Very interesting interview with Larry Kramer about the differences between the generations of Gay Men….
Hard as it is to believe, this generation really grew up in a different, safer, more accepting time …
Those of us who are older had a very different experience- and they have no idea what it was like during the AIDS Crisis or growing up when it was still, as Lord Alfred Douglas said, “The love that dare not speak its name”.
And Gay Men, like most Americans, don’t really care about or want to know their history….
Larry Kramer’s ground breaking play from the outbreak of the AIDS crisis opens on Broadway this week….

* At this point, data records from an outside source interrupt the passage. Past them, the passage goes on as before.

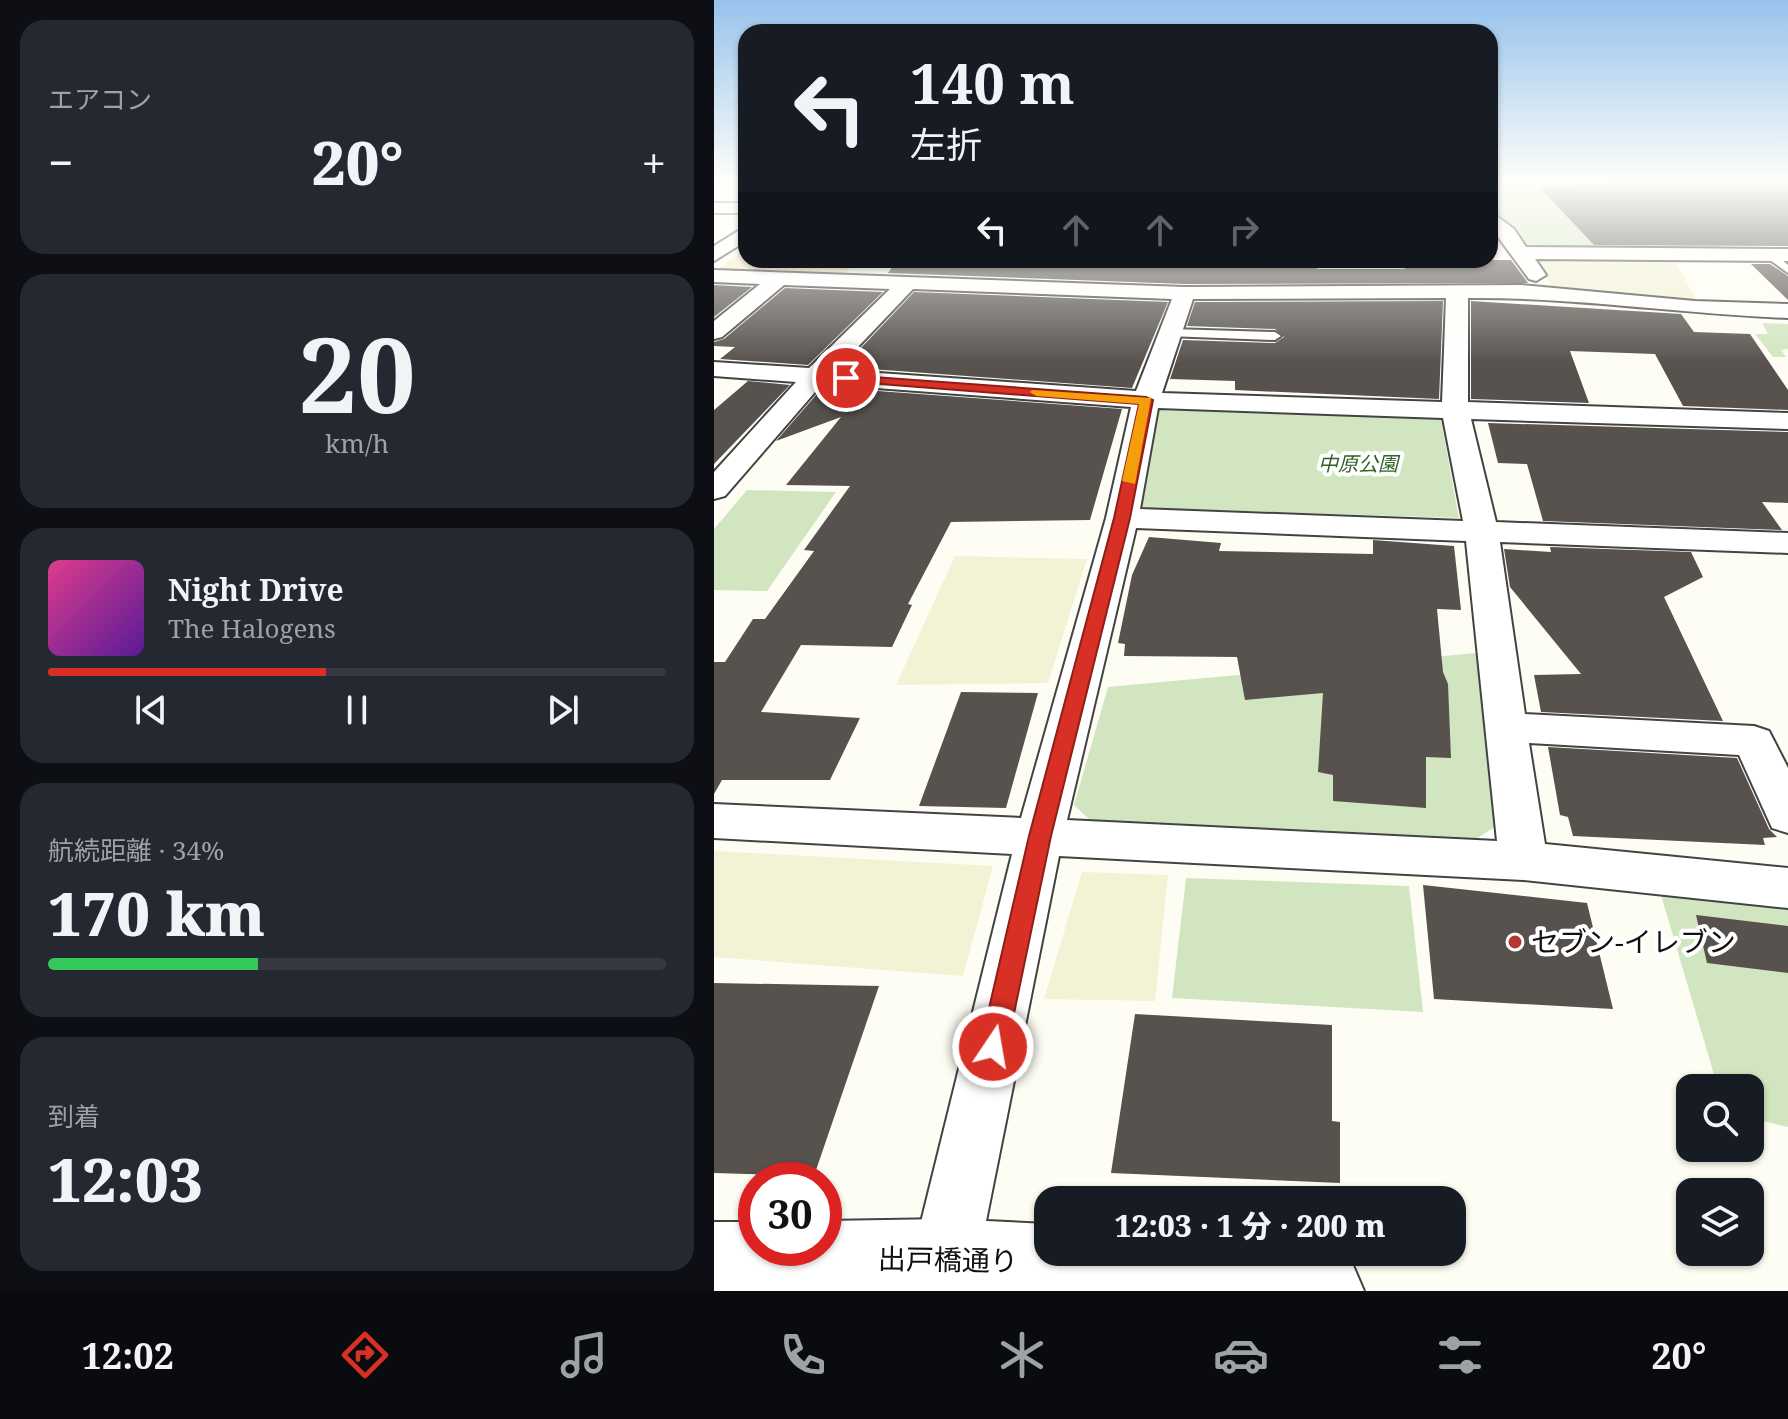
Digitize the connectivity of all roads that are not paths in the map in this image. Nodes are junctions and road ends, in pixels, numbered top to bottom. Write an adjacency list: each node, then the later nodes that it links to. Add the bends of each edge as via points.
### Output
1 (732, 242): 4 (street)
2 (1512, 242): 3 (street)
3 (1521, 253): 5 (street); 16 (street, via 1544,287)
4 (714, 255)
5 (1779, 255): 8 (lane)
6 (863, 268): 11 (street)
7 (988, 268): 13 (street)
8 (1788, 270)
9 (714, 276): 10 (street)
10 (780, 278): 11 (street); 18 (street)
11 (853, 281): 12 (street)
12 (907, 284): 13 (street); 22 (street)
13 (979, 286): 14 (street, via 1063,281)
14 (1207, 286): 15 (street); 19 (street)
15 (1457, 294): 16 (street); 24 (street)
16 (1543, 295): 17 (street)
17 (1788, 311)
18 (714, 332)
19 (1171, 333): 20 (lane); 23 (street)
20 (1275, 336)
21 (714, 369): 22 (street)
22 (816, 376): 23 (street); 26 (street)
23 (1146, 400): 24 (street); 27 (street)
24 (1455, 408): 25 (street); 28 (street)
25 (1788, 421)
26 (714, 490)
27 (1122, 518): 28 (street); 33 (street)
28 (1482, 534): 29 (street); 30 (street)
29 (1788, 543)
30 (1505, 727): 31 (street, via 1754,741); 34 (street)
31 (1788, 816)
32 (714, 821): 33 (street)
33 (1040, 836): 34 (street); 37 (street)
34 (1523, 861): 35 (street)
35 (1788, 888)
36 (714, 1261): 37 (street, 出戸橋通り)
37 (942, 1274): 38 (street, 出戸橋通り, via 1186,1270)
38 (1324, 1291)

From Salon.com interview with Thomas Rogers:
Rogers: I saw a preview of the play last night with a friend. I think many of the ideas in the play will seem exotic and a little dated to a lot of young gay men.
Kramer: Like what?
Rogers: Like the idea of promiscuity as a political statement and that it would be treasonous or controversial for gay men to tell other gay men not to have sex, or to have sex with a condom. What do you think young people should take away from the play?
Kramer: It’s our history. We’re gay. This was part of our history. This was the most horrible thing the gay population ever lived through. And yet it also represented — later on, with ACT UP, and the getting of AIDS drugs — the most spectacular achievement the gay population ever had. We gays did that.
I don’t know why so many gay men don’t want to know their history. I don’t know why they turned their back on the older generation as if they don’t want to have anything to do with them. I would like us to get beyond that.
Rogers: But do you really think that lack of interest in history is particular to this generation?
Kramer: You tell me.
Rogers: Well, I’m 27, and I know that my formative images of gay life had nothing to do with AIDS. Ellen came out of the closet when I was in junior high and “Will & Grace” made gayness seem like a consumer identity more than anything else. Gayness wasn’t really linked with sickness is my mind, and so those early AIDS battles, I think, seem very alien to a lot of young people’s experiences.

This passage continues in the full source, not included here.